What the Adopters say:
Four participants out of 23 actively use GUI testing tools and have automated UI test suites.
P3 experiences that GUI testing is better suited to capture the customer's perspective, because “the tests can capture implicit assumptions and the workflow.” The company of P3 wrote their own tooling, since one fundamental problem of other tools is: “if you [as a tester] are not in the position that you can develop yourself, you always wait for something, or somebody.” Now, with their own testing tool, GUI testing is one of their strong points. P3 knows: “anything that will affect the user, we prefer to write as an acceptance test. [...] It’s a way of getting those discussions going.”

Also P11's team uses automated GUI tests. He reports: “One thing that is really good is the extension of GEF for the SWT-Bot. It is hard to test a graphical editor. We can test them very easily, and we are very happy about that.“

Still, not all are completely satisfied with the tooling. In P18's company they use SWT-Bot and also developed their own capture tool helping to develop test cases. P18 reports: “We haven't been 100% satisfied with the capture-replay, because too much is captured.” Their solution is: “after a capture, we always have a review to remove unnecessary code.”

Also P10’s company uses QF-Test to automate GUI tests. From his experience the maintenance of the test suites takes a lot of effort, he says: “it happens that during product evolution, suddenly something works differently and the tests do not work anymore. [There are] synchronization problems, sometimes the test has not been set-up in a clean way, or timing problems occur. To cope with that it takes a lot of time.”


What Non-adopters say:
All other participants do not invest in automated GUI testing. Some participants used it for some time, but they report that the investments are too high and the benefits too low. Maintenance problems and the disability to cope with evolution are two problems mentioned by many participants. P15 says: “In my experience, automated UI testing is very expensive with not a big benefit, especially [if you have a lot] of change, which makes it a high investment which might never lead to a benefit over running some manual tests. Although manual tests are manual, they tend to be more flexible and lead to better benefits.” And P14 says: “What we had was a QF-Test suite [...] but it became apparent that those [tests] are too rigid to use them further [if software evolves]. That's why we stopped using them.”

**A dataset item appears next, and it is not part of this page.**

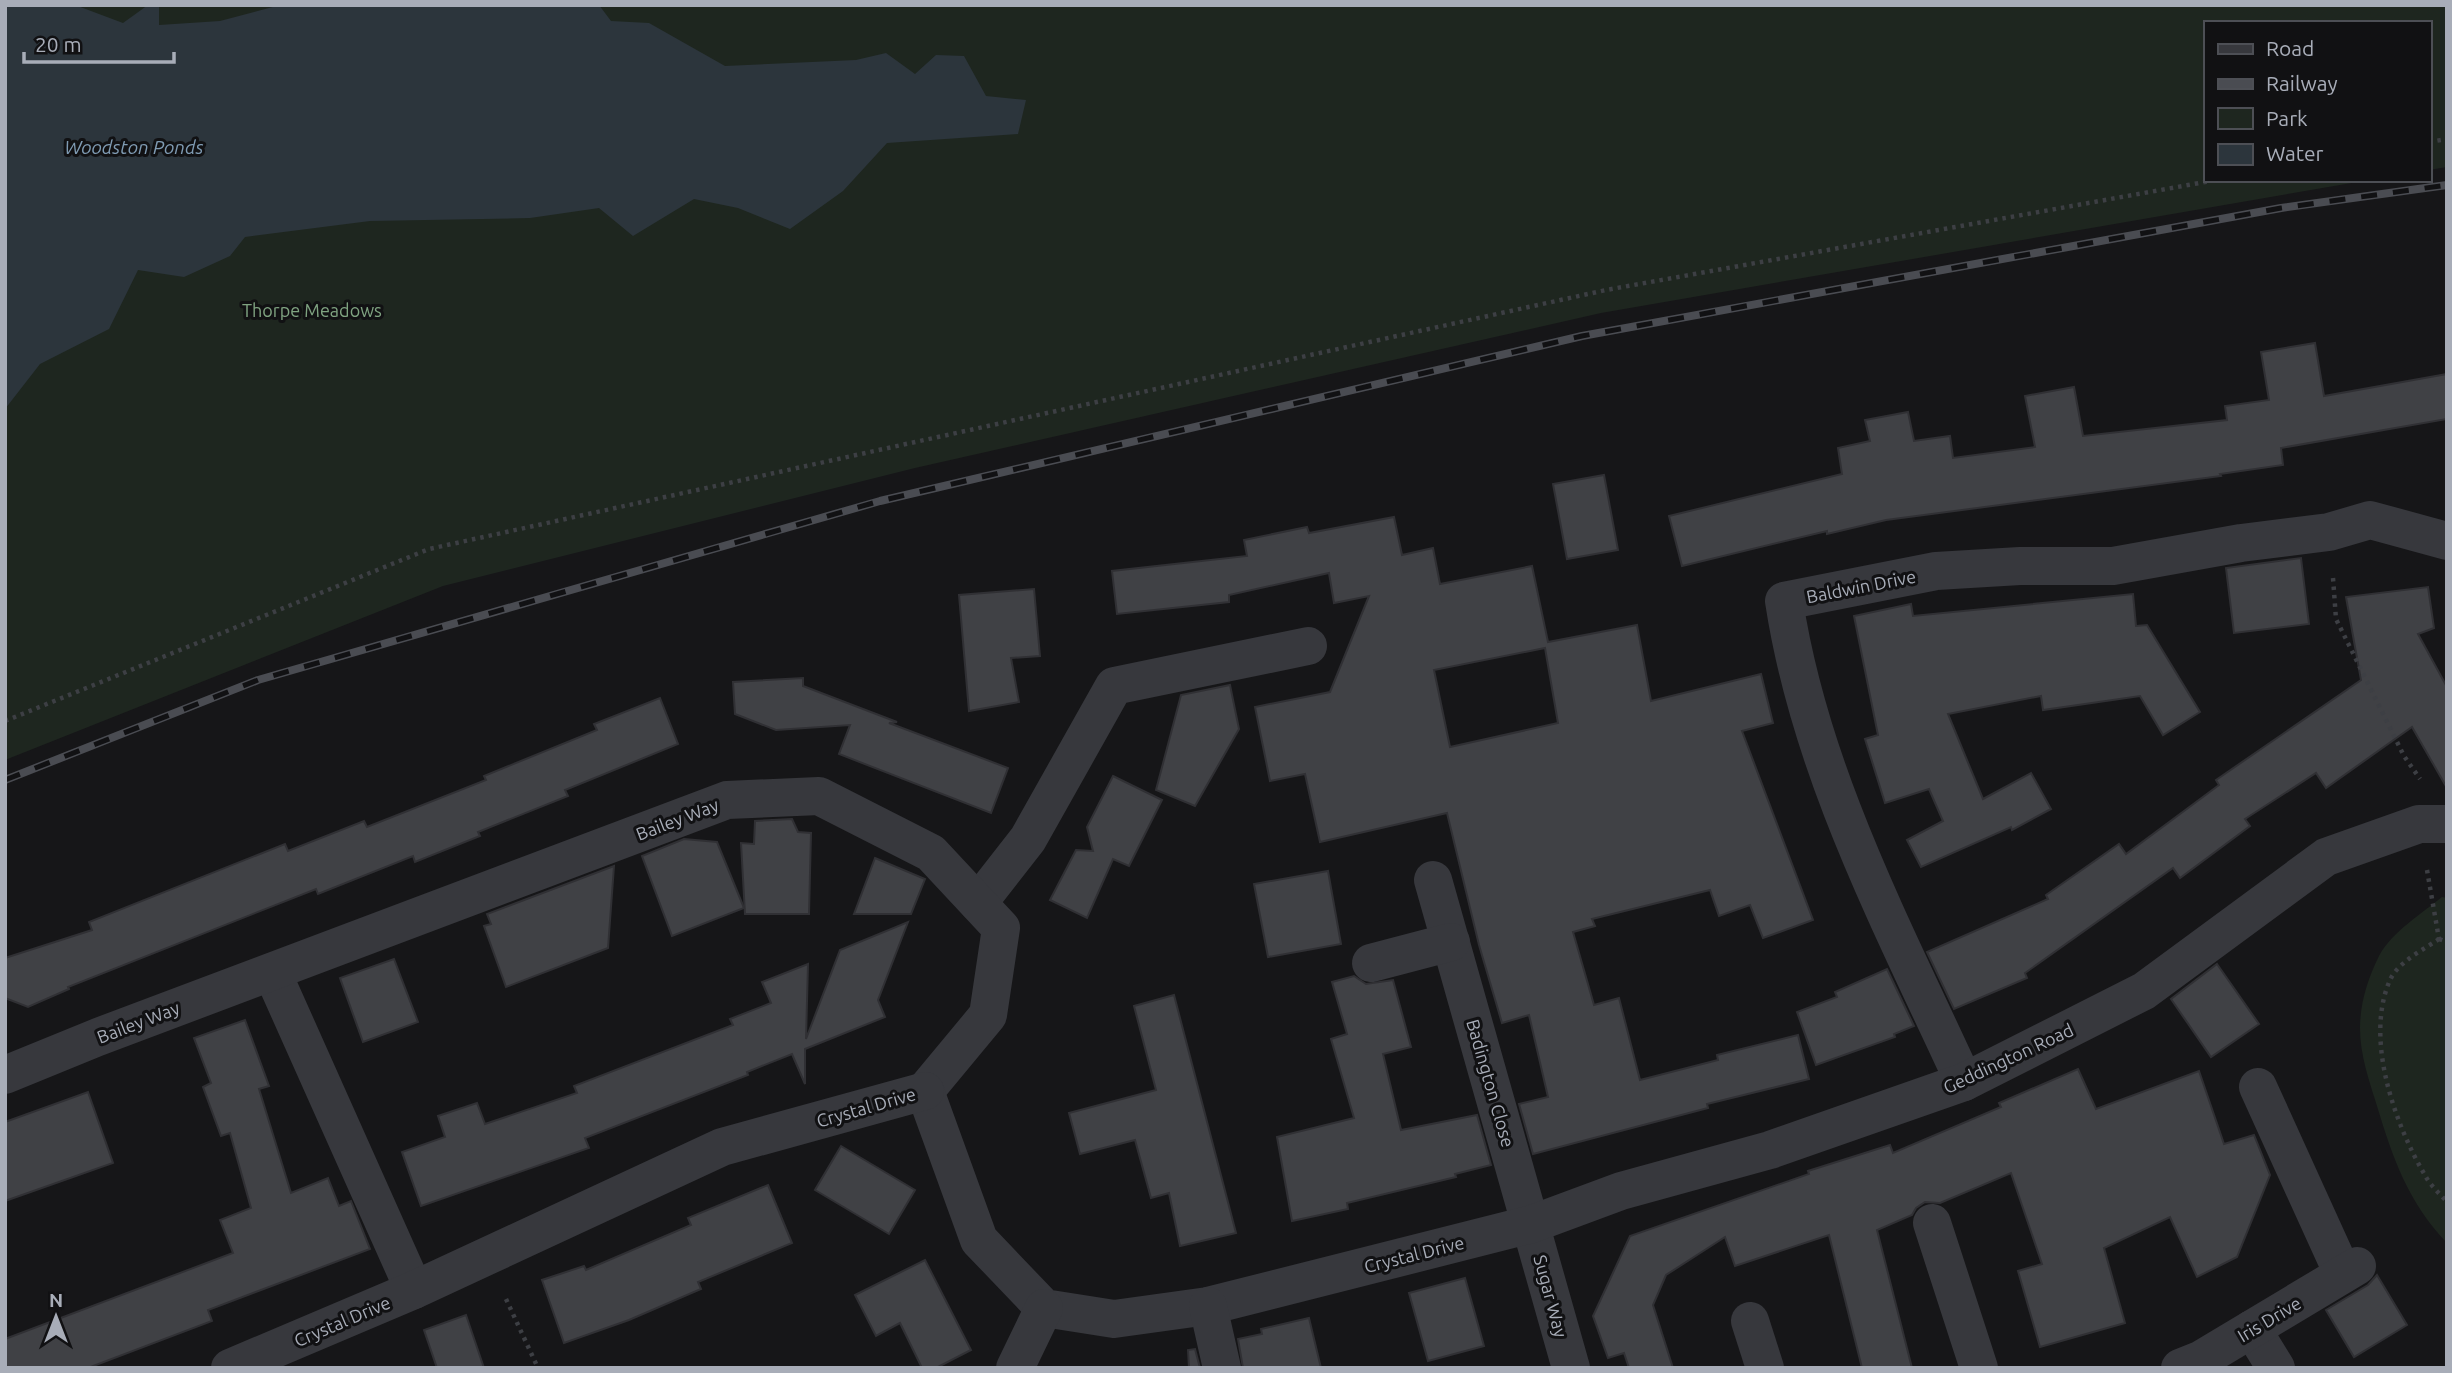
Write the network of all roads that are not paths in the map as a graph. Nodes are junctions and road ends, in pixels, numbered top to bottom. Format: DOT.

P21’s team developed in two projects GUI test suites, but now they discontinued.
His resume is: “The decision has been done mainly by us [developers]. We put an immense effort to write UI tests, [...] and in the end often there was more test code than code to test. I doubt that makes sense.” He also knows: “There has to be a strong commitment from the customer to invest in.”

Also recorders are not beloved by many developers. Participants report that “recorders are mindless” (P4), and “superficial” (P7). “When I use [those tools], I haven’t done the really hard work. [...] with all this investment, I still do not have what I want.” (P7).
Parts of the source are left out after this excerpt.